── INFORMATION SHOWN

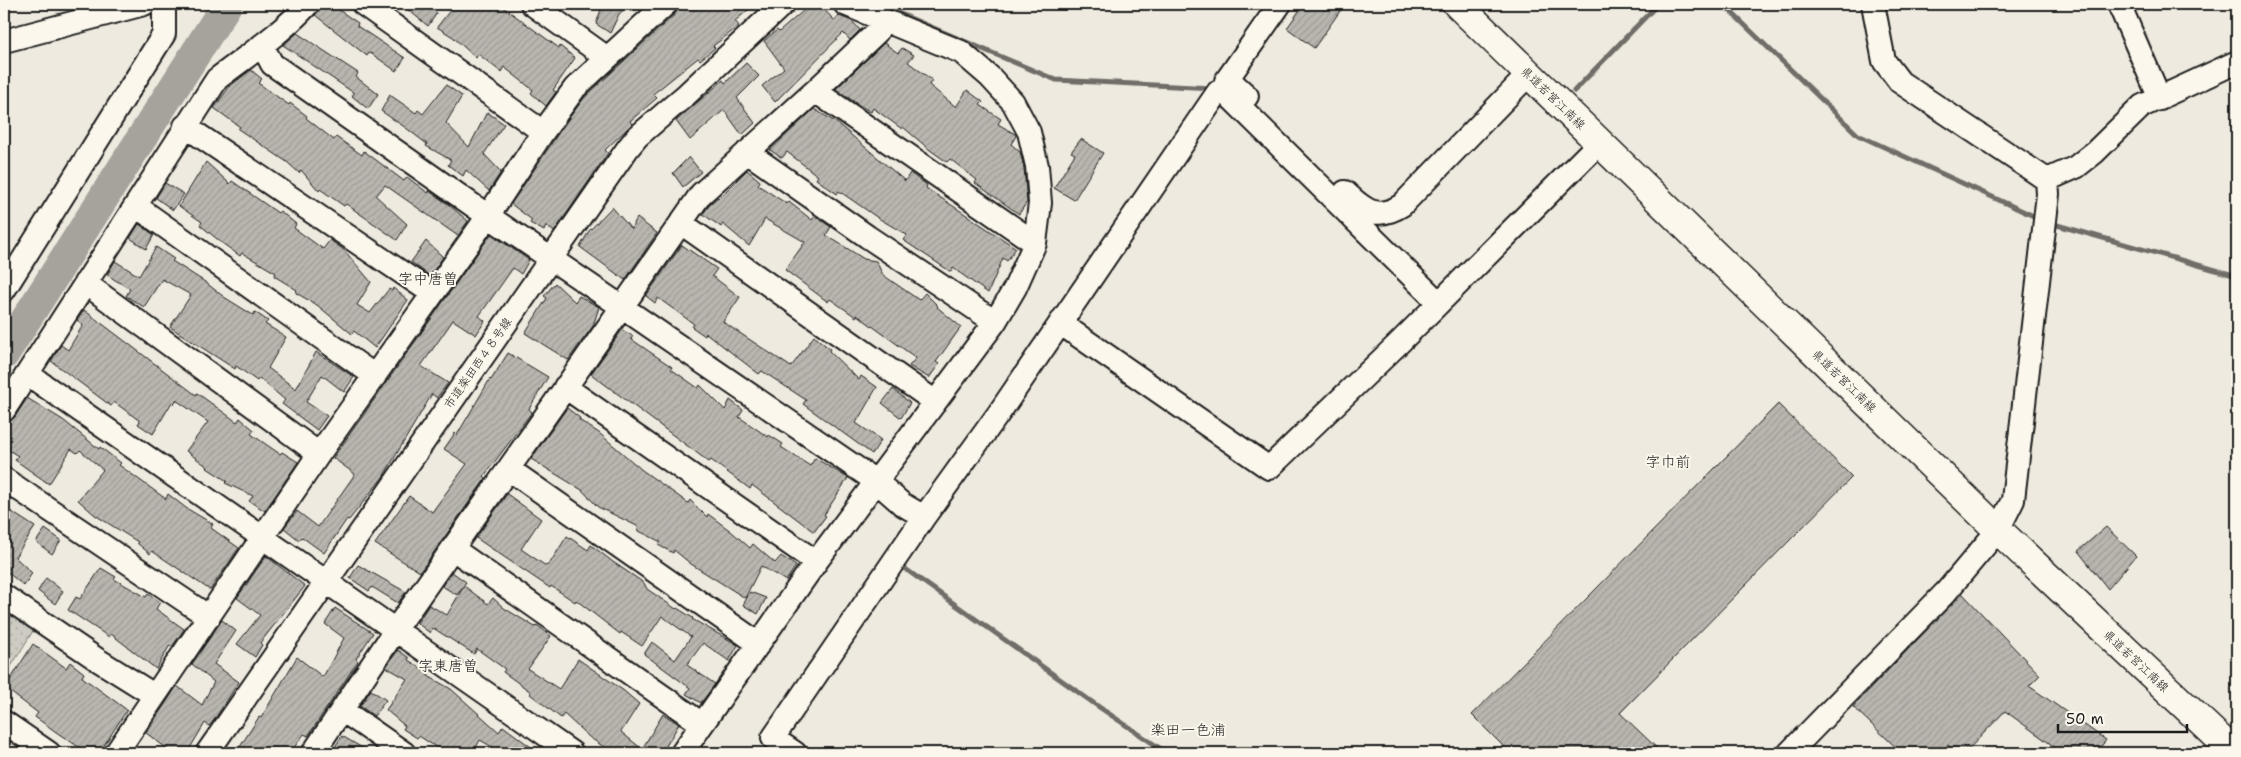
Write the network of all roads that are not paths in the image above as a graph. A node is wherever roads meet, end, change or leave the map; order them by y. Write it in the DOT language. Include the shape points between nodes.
graph roads {
  1 [pos="144,4"];
  2 [pos="164,4"];
  3 [pos="308,4"];
  4 [pos="363,4"];
  5 [pos="532,4"];
  6 [pos="666,4"];
  7 [pos="783,4"];
  8 [pos="845,4"];
  9 [pos="1280,4"];
  10 [pos="1457,4"];
  11 [pos="1873,4"];
  12 [pos="2119,4"];
  13 [pos="882,20"];
  14 [pos="4,41"];
  15 [pos="262,45"];
  16 [pos="607,58"];
  17 [pos="2237,62"];
  18 [pos="1529,74"];
  19 [pos="815,91"];
  20 [pos="2160,99"];
  21 [pos="185,126"];
  22 [pos="543,132"];
  23 [pos="1599,143"];
  24 [pos="748,152"];
  25 [pos="2047,180"];
  26 [pos="136,206"];
  27 [pos="488,216"];
  28 [pos="681,223"];
  29 [pos="1035,243"];
  30 [pos="551,259"];
  31 [pos="85,284"];
  32 [pos="4,290"];
  33 [pos="432,293"];
  34 [pos="1439,304"];
  35 [pos="622,307"];
  36 [pos="995,322"];
  37 [pos="1060,323"];
  38 [pos="28,375"];
  39 [pos="375,376"];
  40 [pos="565,387"];
  41 [pos="934,401"];
  42 [pos="4,410"];
  43 [pos="319,454"];
  44 [pos="510,470"];
  45 [pos="4,479"];
  46 [pos="877,482"];
  47 [pos="924,518"];
  48 [pos="1998,530"];
  49 [pos="263,537"];
  50 [pos="453,548"];
  51 [pos="816,562"];
  52 [pos="326,582"];
  53 [pos="4,596"];
  54 [pos="209,617"];
  55 [pos="396,629"];
  56 [pos="760,644"];
  57 [pos="154,695"];
  58 [pos="342,710"];
  59 [pos="4,722"];
  60 [pos="702,724"];
  61 [pos="49,753"];
  62 [pos="116,753"];
  63 [pos="207,753"];
  64 [pos="313,753"];
  65 [pos="404,753"];
  66 [pos="572,753"];
  67 [pos="682,753"];
  68 [pos="795,753"];
  69 [pos="1789,753"];
  70 [pos="2235,753"];
  1 -- 14 [label="street"];
  2 -- 32 [label="street" via="164,34"];
  3 -- 15 [label="street"];
  4 -- 22 [label="street"];
  5 -- 16 [label="street"];
  6 -- 16 [label="street"];
  7 -- 30 [label="street, 市道楽田西４８号線" via="688,94 637,137"];
  8 -- 13 [label="street"];
  9 -- 18 [label="street" via="1226,81 1234,84 1362,209 1369,212 1390,212 1402,205"];
  10 -- 18 [label="main road, 県道若宮江南線"];
  11 -- 25 [label="street" via="1884,61 1900,82"];
  12 -- 20 [label="street"];
  13 -- 19 [label="street" via="877,32"];
  13 -- 29 [label="street" via="961,52 1013,102 1029,132 1037,166 1040,203"];
  15 -- 21 [label="street" via="217,79"];
  15 -- 27 [label="street" via="272,64"];
  16 -- 22 [label="street" via="575,88"];
  17 -- 20 [label="street"];
  18 -- 23 [label="main road, 県道若宮江南線"];
  19 -- 24 [label="street"];
  19 -- 29 [label="street"];
  20 -- 25 [label="street" via="2142,106 2076,167"];
  21 -- 26 [label="street"];
  21 -- 33 [label="street"];
  22 -- 27 [label="street"];
  23 -- 34 [label="street"];
  23 -- 48 [label="main road, 県道若宮江南線"];
  24 -- 28 [label="street" via="700,194"];
  24 -- 36 [label="street"];
  25 -- 48 [label="street" via="2013,500"];
  26 -- 31 [label="street"];
  26 -- 39 [label="street"];
  27 -- 30 [label="street"];
  27 -- 33 [label="street"];
  28 -- 35 [label="street"];
  28 -- 41 [label="street"];
  29 -- 36 [label="street"];
  30 -- 35 [label="street"];
  30 -- 52 [label="street, 市道楽田西４８号線"];
  31 -- 38 [label="street"];
  31 -- 43 [label="street"];
  33 -- 39 [label="street"];
  34 -- 37 [label="street" via="1269,468"];
  34 -- 37 [label="street" via="1227,94 1218,92"];
  35 -- 40 [label="street"];
  35 -- 46 [label="street"];
  36 -- 41 [label="street"];
  37 -- 47 [label="street"];
  38 -- 42 [label="street"];
  38 -- 49 [label="street"];
  39 -- 43 [label="street"];
  40 -- 44 [label="street"];
  40 -- 51 [label="street"];
  41 -- 46 [label="street"];
  43 -- 49 [label="street"];
  44 -- 50 [label="street"];
  44 -- 56 [label="street"];
  45 -- 54 [label="street"];
  46 -- 47 [label="street"];
  46 -- 51 [label="street"];
  47 -- 68 [label="street" via="773,738"];
  48 -- 69 [label="street" via="1946,592"];
  48 -- 70 [label="main road, 県道若宮江南線"];
  49 -- 52 [label="street"];
  49 -- 54 [label="street"];
  50 -- 55 [label="street"];
  50 -- 60 [label="street"];
  51 -- 56 [label="street"];
  52 -- 55 [label="street"];
  52 -- 63 [label="street, 市道楽田西４８号線"];
  53 -- 57 [label="street"];
  54 -- 57 [label="street"];
  55 -- 58 [label="street"];
  55 -- 66 [label="street"];
  56 -- 60 [label="street"];
  57 -- 62 [label="street"];
  58 -- 64 [label="street"];
  58 -- 65 [label="street"];
  59 -- 61 [label="street"];
  60 -- 67 [label="street"];
}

────

Find each line in the material above that carries the string "roads", and copy it.

Write the network of all roads that are not paths in the image above as a graph. A node is wherever roads meet, end, change or leave the map; order them by y. Write it in the DOT language. Include the shape points between nodes.
graph roads {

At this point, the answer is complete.